Quotes about Repentance-Deathbed


The faithful and laborious clergyman of a very large and populous parish had been accustomed, for a long series of years, to preserve notes of his visits to the afflicted, with remarks on the outcome of their affliction – whether life or death, and of the subsequent conduct of those who recovered. He stated, that, during forty years, he had visited more than two thousand people apparently drawing near to death, and who revealed such signs of penitence as would have led him to indulge a good hope of their eternal safety – if they had died at that moment. When they were restored to life and health – he eagerly looked that they should bring forth fruits fit for repentance. But alas! Of the two thousand, only two people manifested an abiding and saving change! The rest, when the terrors of eternity ceased to be in immediate prospect, forgot their pious impressions and their solemn vows – and returned with new avidity to their former worldly mindedness and sinful pursuits, “as the dog returns to its vomit again, and as the sow that was washed to its wallowing in the mire.”

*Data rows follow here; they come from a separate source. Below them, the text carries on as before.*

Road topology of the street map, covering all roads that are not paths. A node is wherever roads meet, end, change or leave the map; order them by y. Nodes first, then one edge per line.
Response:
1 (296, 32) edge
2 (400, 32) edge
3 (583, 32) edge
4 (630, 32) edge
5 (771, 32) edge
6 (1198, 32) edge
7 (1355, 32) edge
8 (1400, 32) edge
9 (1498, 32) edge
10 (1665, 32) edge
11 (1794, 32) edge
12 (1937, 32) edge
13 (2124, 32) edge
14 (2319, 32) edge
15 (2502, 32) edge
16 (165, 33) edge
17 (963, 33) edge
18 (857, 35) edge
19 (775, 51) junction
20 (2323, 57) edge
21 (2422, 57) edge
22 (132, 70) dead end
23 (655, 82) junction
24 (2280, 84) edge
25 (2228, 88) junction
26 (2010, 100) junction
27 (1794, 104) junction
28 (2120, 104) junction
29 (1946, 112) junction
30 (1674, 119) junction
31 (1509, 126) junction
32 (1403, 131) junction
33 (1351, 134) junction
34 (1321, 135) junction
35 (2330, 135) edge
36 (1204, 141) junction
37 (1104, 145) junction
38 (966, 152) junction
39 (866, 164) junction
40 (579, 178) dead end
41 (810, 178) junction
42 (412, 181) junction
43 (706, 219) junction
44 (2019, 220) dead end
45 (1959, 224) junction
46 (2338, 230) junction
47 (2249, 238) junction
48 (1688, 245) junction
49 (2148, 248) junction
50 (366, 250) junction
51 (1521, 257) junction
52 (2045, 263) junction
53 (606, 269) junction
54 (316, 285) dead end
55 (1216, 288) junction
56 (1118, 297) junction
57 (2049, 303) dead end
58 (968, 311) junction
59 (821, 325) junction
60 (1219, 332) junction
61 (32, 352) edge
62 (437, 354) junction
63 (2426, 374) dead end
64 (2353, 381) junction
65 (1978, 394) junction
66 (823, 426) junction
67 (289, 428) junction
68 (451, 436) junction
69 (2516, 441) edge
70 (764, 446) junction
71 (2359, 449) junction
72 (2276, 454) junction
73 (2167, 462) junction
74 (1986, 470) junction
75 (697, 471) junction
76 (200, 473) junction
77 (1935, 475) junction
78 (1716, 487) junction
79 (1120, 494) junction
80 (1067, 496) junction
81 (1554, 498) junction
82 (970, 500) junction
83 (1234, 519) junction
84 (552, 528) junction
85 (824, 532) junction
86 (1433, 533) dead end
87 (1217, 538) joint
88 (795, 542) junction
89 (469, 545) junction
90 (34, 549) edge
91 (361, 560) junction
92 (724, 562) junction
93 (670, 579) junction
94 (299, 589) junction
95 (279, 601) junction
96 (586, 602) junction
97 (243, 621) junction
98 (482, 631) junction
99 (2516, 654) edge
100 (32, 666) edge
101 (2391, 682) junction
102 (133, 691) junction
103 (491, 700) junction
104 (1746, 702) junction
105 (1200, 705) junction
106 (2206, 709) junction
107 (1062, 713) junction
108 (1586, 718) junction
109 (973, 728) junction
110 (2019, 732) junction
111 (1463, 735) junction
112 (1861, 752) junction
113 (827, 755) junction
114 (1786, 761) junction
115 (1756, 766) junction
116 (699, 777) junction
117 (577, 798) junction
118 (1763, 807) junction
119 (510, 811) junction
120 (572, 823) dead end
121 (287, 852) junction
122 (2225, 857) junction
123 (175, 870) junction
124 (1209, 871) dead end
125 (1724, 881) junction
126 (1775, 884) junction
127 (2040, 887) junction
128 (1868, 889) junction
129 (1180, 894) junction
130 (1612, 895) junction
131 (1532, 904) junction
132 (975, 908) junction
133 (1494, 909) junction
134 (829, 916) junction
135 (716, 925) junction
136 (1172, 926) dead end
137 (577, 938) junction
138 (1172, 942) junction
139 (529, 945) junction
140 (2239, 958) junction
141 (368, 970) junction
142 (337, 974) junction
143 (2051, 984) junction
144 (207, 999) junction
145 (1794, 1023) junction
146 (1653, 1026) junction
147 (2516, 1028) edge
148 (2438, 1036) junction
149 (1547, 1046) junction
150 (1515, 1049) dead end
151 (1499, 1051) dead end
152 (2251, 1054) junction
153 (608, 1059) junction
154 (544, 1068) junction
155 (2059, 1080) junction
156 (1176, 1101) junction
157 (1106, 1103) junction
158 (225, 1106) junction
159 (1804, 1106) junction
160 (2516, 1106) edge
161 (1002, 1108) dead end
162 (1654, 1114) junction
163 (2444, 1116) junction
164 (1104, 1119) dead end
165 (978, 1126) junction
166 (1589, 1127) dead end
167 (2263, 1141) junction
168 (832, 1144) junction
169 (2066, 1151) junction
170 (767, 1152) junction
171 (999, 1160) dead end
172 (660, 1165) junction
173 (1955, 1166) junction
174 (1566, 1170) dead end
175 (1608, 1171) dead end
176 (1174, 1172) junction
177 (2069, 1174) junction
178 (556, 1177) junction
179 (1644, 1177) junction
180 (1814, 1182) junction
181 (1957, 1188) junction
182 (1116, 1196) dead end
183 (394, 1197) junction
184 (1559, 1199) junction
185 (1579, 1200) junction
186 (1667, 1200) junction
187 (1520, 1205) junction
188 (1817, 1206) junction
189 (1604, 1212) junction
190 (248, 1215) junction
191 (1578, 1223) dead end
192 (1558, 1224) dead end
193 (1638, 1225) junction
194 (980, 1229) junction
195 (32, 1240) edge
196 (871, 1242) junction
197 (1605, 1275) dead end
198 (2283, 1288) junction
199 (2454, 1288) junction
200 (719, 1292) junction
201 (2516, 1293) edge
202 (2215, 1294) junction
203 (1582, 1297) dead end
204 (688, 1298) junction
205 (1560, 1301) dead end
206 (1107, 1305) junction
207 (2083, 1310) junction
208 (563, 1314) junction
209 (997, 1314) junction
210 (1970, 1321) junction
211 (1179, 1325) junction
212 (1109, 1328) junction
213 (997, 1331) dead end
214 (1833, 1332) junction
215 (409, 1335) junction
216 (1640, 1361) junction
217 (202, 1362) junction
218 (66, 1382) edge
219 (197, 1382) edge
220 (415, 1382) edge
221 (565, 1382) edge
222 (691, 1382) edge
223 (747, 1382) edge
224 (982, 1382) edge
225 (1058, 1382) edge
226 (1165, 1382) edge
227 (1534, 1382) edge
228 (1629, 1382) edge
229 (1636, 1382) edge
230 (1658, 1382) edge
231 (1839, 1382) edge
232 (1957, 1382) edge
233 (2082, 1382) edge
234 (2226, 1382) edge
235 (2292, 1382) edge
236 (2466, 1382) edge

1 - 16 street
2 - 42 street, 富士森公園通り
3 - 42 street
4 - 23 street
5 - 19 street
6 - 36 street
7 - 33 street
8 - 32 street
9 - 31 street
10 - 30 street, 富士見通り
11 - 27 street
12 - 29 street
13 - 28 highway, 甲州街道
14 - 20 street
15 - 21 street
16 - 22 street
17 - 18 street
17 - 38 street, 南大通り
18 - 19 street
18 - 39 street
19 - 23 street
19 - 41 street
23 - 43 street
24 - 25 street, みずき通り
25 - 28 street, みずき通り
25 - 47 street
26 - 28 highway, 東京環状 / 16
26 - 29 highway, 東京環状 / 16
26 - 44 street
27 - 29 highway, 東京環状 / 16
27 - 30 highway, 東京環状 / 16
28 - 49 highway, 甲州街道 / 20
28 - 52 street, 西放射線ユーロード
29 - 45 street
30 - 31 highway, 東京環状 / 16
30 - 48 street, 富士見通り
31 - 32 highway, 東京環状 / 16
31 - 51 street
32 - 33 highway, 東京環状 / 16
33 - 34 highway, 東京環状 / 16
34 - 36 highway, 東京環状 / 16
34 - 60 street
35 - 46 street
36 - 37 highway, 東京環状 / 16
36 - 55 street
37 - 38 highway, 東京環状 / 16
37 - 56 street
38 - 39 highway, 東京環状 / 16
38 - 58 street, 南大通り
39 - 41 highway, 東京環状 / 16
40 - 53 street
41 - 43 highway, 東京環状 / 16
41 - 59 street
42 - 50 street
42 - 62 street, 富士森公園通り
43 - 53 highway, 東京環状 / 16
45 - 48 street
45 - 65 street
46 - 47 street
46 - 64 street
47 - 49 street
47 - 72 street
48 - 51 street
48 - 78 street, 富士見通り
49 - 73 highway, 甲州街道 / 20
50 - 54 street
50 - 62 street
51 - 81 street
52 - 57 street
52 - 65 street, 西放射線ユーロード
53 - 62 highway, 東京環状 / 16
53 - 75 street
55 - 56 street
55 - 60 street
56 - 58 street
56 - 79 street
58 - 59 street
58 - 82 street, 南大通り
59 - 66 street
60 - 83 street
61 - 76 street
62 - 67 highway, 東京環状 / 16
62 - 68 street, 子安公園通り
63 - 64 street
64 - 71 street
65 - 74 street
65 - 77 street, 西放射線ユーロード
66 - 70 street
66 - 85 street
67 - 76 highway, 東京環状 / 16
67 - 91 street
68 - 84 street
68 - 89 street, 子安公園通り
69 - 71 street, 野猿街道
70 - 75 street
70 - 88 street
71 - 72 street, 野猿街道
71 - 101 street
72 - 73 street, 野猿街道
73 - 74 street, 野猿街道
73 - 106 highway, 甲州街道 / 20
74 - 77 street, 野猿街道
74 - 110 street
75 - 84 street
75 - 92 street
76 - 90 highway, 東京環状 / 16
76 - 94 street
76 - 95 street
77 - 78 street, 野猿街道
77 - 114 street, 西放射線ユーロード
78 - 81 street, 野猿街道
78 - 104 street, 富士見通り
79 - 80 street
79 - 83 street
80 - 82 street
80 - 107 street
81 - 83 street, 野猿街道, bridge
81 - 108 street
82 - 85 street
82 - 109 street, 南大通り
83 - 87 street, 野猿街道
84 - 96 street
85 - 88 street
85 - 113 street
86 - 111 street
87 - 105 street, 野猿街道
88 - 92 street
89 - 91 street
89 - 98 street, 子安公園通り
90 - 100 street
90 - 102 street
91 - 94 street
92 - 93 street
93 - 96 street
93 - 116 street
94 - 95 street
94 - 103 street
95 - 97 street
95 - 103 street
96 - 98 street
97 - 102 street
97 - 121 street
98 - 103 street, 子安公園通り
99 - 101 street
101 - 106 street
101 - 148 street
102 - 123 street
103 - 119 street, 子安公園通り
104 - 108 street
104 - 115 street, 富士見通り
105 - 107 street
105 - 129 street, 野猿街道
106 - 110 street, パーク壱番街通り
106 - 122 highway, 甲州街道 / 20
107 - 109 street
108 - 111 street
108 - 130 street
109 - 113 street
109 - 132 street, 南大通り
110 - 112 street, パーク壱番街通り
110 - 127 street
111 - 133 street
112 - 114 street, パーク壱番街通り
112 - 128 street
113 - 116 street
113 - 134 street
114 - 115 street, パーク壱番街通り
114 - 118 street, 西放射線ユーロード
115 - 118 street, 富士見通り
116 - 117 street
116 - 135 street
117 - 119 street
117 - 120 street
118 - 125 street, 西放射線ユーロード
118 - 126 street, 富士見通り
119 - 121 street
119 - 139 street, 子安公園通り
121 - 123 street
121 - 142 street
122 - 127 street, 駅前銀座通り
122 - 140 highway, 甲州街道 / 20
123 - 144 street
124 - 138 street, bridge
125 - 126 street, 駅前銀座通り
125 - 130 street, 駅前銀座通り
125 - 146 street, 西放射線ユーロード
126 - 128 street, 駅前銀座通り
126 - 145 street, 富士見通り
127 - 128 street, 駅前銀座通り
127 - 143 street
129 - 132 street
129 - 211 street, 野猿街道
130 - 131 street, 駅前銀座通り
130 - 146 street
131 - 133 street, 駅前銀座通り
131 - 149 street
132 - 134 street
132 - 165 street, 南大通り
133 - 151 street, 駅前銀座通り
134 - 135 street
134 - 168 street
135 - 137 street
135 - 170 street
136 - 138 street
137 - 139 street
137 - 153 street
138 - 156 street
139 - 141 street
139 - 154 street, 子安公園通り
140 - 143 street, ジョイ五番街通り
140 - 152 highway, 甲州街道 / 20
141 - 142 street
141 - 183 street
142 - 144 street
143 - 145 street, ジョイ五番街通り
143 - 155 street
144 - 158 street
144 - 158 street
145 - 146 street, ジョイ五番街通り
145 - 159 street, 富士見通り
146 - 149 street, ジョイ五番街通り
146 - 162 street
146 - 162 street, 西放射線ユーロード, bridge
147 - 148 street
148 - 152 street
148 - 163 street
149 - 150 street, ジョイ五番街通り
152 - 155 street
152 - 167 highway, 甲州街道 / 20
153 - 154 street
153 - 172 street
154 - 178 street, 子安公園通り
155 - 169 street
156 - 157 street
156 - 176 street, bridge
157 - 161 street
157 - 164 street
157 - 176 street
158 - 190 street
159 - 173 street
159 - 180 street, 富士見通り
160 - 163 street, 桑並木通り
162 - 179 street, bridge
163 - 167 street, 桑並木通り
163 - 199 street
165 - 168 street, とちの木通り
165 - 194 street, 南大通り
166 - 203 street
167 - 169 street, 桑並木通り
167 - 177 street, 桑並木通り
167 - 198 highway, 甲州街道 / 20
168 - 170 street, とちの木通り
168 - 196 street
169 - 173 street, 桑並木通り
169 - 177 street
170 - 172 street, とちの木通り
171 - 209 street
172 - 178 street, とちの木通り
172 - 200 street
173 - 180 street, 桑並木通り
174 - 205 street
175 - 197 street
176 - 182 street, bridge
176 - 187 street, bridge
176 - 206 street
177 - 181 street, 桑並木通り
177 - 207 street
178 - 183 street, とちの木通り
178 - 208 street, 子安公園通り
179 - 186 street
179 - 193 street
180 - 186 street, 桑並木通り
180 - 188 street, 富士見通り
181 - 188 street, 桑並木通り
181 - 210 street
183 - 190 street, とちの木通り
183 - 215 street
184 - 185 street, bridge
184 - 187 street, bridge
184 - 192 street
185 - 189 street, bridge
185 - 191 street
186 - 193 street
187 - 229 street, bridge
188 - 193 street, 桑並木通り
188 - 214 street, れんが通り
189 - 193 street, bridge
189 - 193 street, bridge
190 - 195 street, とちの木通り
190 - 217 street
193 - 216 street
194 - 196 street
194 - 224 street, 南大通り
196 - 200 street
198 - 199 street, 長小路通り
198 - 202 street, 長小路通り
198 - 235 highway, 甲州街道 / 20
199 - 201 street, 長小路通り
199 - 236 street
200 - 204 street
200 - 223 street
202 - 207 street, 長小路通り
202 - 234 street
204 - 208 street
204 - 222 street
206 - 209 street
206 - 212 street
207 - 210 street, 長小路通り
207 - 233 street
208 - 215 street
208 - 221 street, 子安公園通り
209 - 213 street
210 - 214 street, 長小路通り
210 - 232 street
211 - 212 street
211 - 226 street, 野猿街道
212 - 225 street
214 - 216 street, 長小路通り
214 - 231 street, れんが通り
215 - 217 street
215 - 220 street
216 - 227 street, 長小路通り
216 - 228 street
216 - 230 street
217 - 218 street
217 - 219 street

Even the stoutest sinners will hear us on their death-bed, though they scorned us before. They will then let fall their fury, and be as gentle as lambs, who were before as untractable as lions. I find not one in ten, of the most obstinate scornful wretches in my parish, but when they come to die, will humble themselves, confess their faults, and seem penitent, and promise, if they should recover, to reform their lives.


Though true repentance is never too late, yet late repentance is seldom true.


No man ought to flatter and deceive himself in deferring his conversion by alleging the example of the penitent thief, saved even at the last hour upon the cross, and carried to Paradise that same day with Christ, for this act was a special miracle, reserved for the manifestation of Christ’s power and glory at that hour upon the cross; and, besides, this act was upon a most rare confession made by the thief at that instant when almost all the world forsook Christ.


Genuine repentance is not a convenient escape hatch after a weekend or a life of folly. It means admitting specific wrong, recognizing your offensiveness to God, changing course, turning to Christ, and wishing with all your heart you had never made the mistake you now despise.


There be few at all saved…and fewest saved this way.


The Bible, which ranges over a period of four thousand years, records but one instance of a death-bed conversion (the penitent thief) – one that none may despair, and but one that none may presume.


No man ever repented on his deathbed of being a Christian.


We must never forget the thief of the cross (Lk. 23:39-43). He is often used as an encouraging example of a deathbed conversion, but certainly much more is involved. Instead of seizing his last opportunity to be saved, perhaps it was his first opportunity! And think of the courage needed to confess Christ openly before that derisive mob. However one interprets the passage, one thing is clear: where there is life, there is hope. We never know what transpires between the soul and God as that soul is about to enter eternity (Warren Wiersbe and David Wiersbe).


I dare say you are planning on a late repentance. You do not know what you are doing. You are planning without God. Repentance and faith are the gifts of God, and they are gifts that He often withholds, when they have been long offered in vain. I grant you true repentance is never too late, but I warn you at the same time, late repentance is seldom true. I grant you, one penitent thief was converted in his last hours, that no man might despair; but I warn you, only one was converted, that no man might presume.


A false confidence in those words, “the eleventh hour,” has ruined thousands of souls.


I know that people are fond of talking about deathbed evidences. They will rest on words spoken in the hours of fear, and pain, and weakness, as if they might take comfort in them about the friends they lose. But I am afraid in ninety-nine cases out of a hundred such evidences are not to be depended on. I suspect that, with rare exceptions, men die just as they have lived.


It is common to hear people saying on their deathbeds, “I only want the Lord to forgive me my sins, and take me to rest.” But those who say such things forget that the rest of heaven would be utterly useless if we had no heart to enjoy it! What could an unsanctified man do in heaven, if by any chance he got there? Let that question be fairly looked in the face, and fairly answered. No man can possibly be happy in a place where he is not in his element, and where all around him is not congenial to his tastes, habits, and character. When an eagle is happy in an iron cage, when a sheep is happy in the water, when an owl is happy in the blaze of noonday sun, when a fish is happy on the dry land – then, and not till then, will I admit that the unsanctified man could be happy in heaven.


Deathbed repentance is burning the candle of life in the service of the devil, and then blowing the smoke into the face of God.


Those who wait to repent until the eleventh hour often die at ten thirty.